Task goal: Would you copy the entries that follow exactly, leaving out every picture?

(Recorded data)
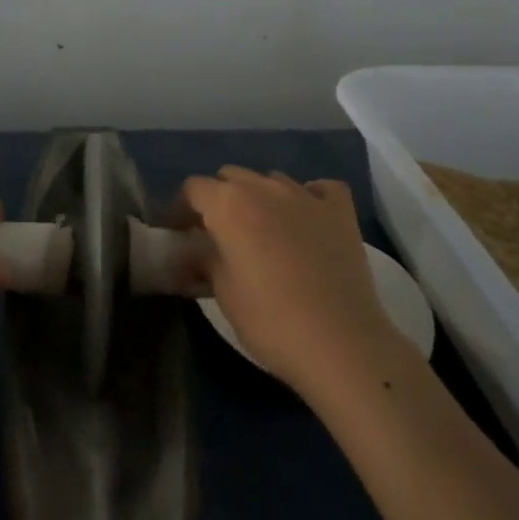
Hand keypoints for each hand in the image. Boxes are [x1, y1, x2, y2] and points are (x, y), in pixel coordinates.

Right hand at [180, 168, 395, 398]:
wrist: (340, 342)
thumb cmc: (270, 320)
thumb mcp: (223, 292)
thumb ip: (204, 260)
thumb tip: (191, 253)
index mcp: (229, 204)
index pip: (193, 188)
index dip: (181, 209)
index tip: (178, 233)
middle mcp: (265, 188)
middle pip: (231, 177)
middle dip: (219, 198)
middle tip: (217, 234)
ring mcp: (306, 195)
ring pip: (271, 180)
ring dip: (259, 197)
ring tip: (261, 230)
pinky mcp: (340, 211)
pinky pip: (318, 189)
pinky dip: (307, 197)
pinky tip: (305, 220)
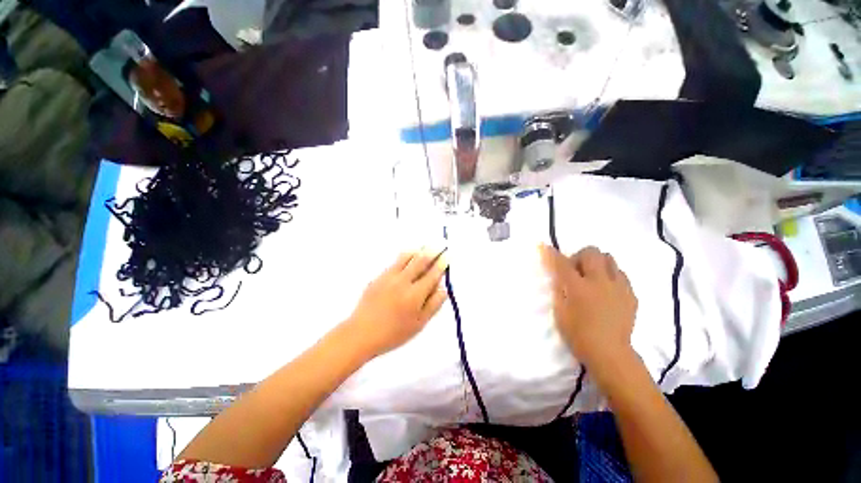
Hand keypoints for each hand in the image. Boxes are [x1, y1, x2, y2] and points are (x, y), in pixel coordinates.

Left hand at [346, 250, 448, 358]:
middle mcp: (403, 281)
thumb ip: (433, 304)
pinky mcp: (379, 277)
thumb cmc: (394, 333)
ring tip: (425, 245)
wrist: (361, 333)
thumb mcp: (419, 324)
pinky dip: (405, 256)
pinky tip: (408, 255)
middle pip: (420, 261)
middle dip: (432, 251)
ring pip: (406, 257)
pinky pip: (395, 262)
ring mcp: (389, 277)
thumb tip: (443, 288)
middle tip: (440, 244)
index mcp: (415, 294)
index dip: (441, 263)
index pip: (432, 274)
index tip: (447, 255)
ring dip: (418, 250)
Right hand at [540, 244, 637, 376]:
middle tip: (576, 270)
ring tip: (593, 278)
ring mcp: (618, 287)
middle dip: (580, 256)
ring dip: (597, 263)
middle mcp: (599, 282)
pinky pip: (621, 274)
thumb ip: (560, 290)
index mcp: (578, 288)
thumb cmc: (578, 334)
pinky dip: (611, 276)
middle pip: (591, 252)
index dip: (551, 253)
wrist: (610, 353)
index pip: (562, 264)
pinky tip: (606, 290)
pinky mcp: (631, 295)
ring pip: (609, 259)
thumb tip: (559, 276)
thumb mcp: (560, 312)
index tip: (543, 246)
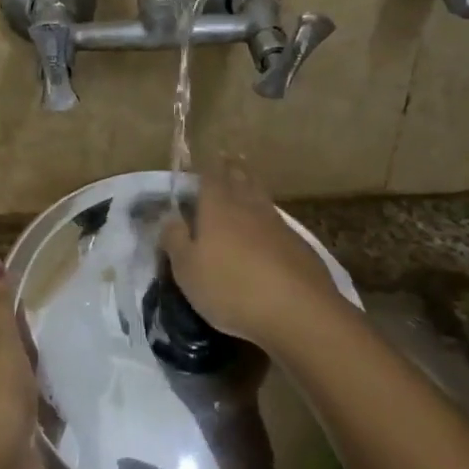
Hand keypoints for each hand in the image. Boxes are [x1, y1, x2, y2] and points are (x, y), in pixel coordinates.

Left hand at [0, 257, 44, 468]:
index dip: (9, 314)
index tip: (37, 316)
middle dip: (26, 345)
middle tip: (54, 339)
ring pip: (13, 377)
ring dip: (36, 374)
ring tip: (63, 363)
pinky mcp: (1, 433)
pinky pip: (24, 406)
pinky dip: (41, 403)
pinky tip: (62, 396)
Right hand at [160, 160, 342, 348]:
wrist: (296, 309)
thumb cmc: (230, 287)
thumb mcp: (187, 270)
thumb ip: (175, 240)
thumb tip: (170, 218)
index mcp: (217, 207)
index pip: (211, 177)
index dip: (208, 168)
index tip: (206, 159)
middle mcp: (248, 206)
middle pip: (240, 179)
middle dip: (233, 168)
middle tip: (229, 158)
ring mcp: (276, 223)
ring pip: (260, 196)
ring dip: (252, 186)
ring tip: (246, 182)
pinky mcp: (298, 243)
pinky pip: (277, 220)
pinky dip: (268, 216)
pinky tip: (267, 225)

Solved exercise:
Hand keypoints for each hand in the image. Boxes are [x1, y1, x2, y2] and points are (x, y), in pixel coordinates.

Right hand at [180, 168, 395, 398]:
wrist: (340, 342)
thumb cmc: (270, 320)
thumb mcp: (223, 292)
thumb ip: (204, 260)
thumb tip: (191, 253)
index mcp: (229, 204)
index pip: (193, 188)
index dip: (181, 209)
index tip: (178, 233)
middle mcp: (265, 188)
middle pip: (231, 177)
middle dip: (219, 198)
middle tip: (217, 234)
ring mcp: (306, 195)
ring pip: (271, 180)
ring dip: (259, 197)
ring tip: (261, 230)
pinky mcp: (340, 211)
pinky pip: (318, 189)
pinky dip: (307, 197)
pinky tip: (305, 220)
Hand keypoints for each hand in the image. Boxes are [x1, y1, x2, y2] and points are (x, y), in pixel coordinates.

Left hand at [346, 250, 448, 358]:
middle mcp: (403, 281)
thumb ip: (433, 304)
pinky mcp: (379, 277)
thumb cmc: (394, 333)
ring tip: (425, 245)
wrist: (361, 333)
thumb mcp: (419, 324)
pinky dip: (405, 256)
pinky tip: (408, 255)
middle pip: (420, 261)
middle dip: (432, 251)
ring pip: (406, 257)
pinky pip: (395, 262)
ring mcp: (389, 277)
thumb tip: (443, 288)
middle tip: (440, 244)
index mcp: (415, 294)
index dip: (441, 263)
index pip: (432, 274)
index tip: (447, 255)
ring dip: (418, 250)
Right hand at [540, 244, 637, 376]:
middle tip: (576, 270)
ring tip: (593, 278)
ring mcp: (618, 287)
middle dip: (580, 256)
ring dip: (597, 263)
middle mcp: (599, 282)
pinky pip: (621, 274)
thumb ip: (560, 290)
index mcp: (578, 288)
thumb cmc: (578, 334)
pinky dip: (611, 276)
middle pip: (591, 252)
index dip: (551, 253)
wrist: (610, 353)
index pip: (562, 264)
pinky tip: (606, 290)
pinky mcp: (631, 295)
ring pip: (609, 259)
thumb tip: (559, 276)
thumb mcp: (560, 312)
index tip: (543, 246)
Hand keypoints for each hand in the image. Boxes are [x1, y1, x2, y2] and points are (x, y), in pixel coordinates.

Left hand at [0, 257, 44, 468]:
index dip: (9, 314)
index tip: (37, 316)
middle dip: (26, 345)
middle tip: (54, 339)
ring pip: (13, 377)
ring dip: (36, 374)
ring tip: (63, 363)
pinky mcp: (1, 433)
pinky pip: (24, 406)
pinky dip: (41, 403)
pinky tip: (62, 396)
Right hand at [160, 160, 342, 348]:
wrist: (296, 309)
thumb cmc: (230, 287)
thumb mcp: (187, 270)
thumb ip: (175, 240)
thumb tip: (170, 218)
index mcp: (217, 207)
index pip: (211, 177)
index dip: (208, 168)
index tip: (206, 159)
middle mcp: (248, 206)
middle pip: (240, 179)
middle dip: (233, 168)
middle tip: (229, 158)
ring mcp: (276, 223)
ring pip: (260, 196)
ring dip: (252, 186)
ring tip: (246, 182)
pinky mcp: (298, 243)
pinky pip: (277, 220)
pinky dip: (268, 216)
pinky tip: (267, 225)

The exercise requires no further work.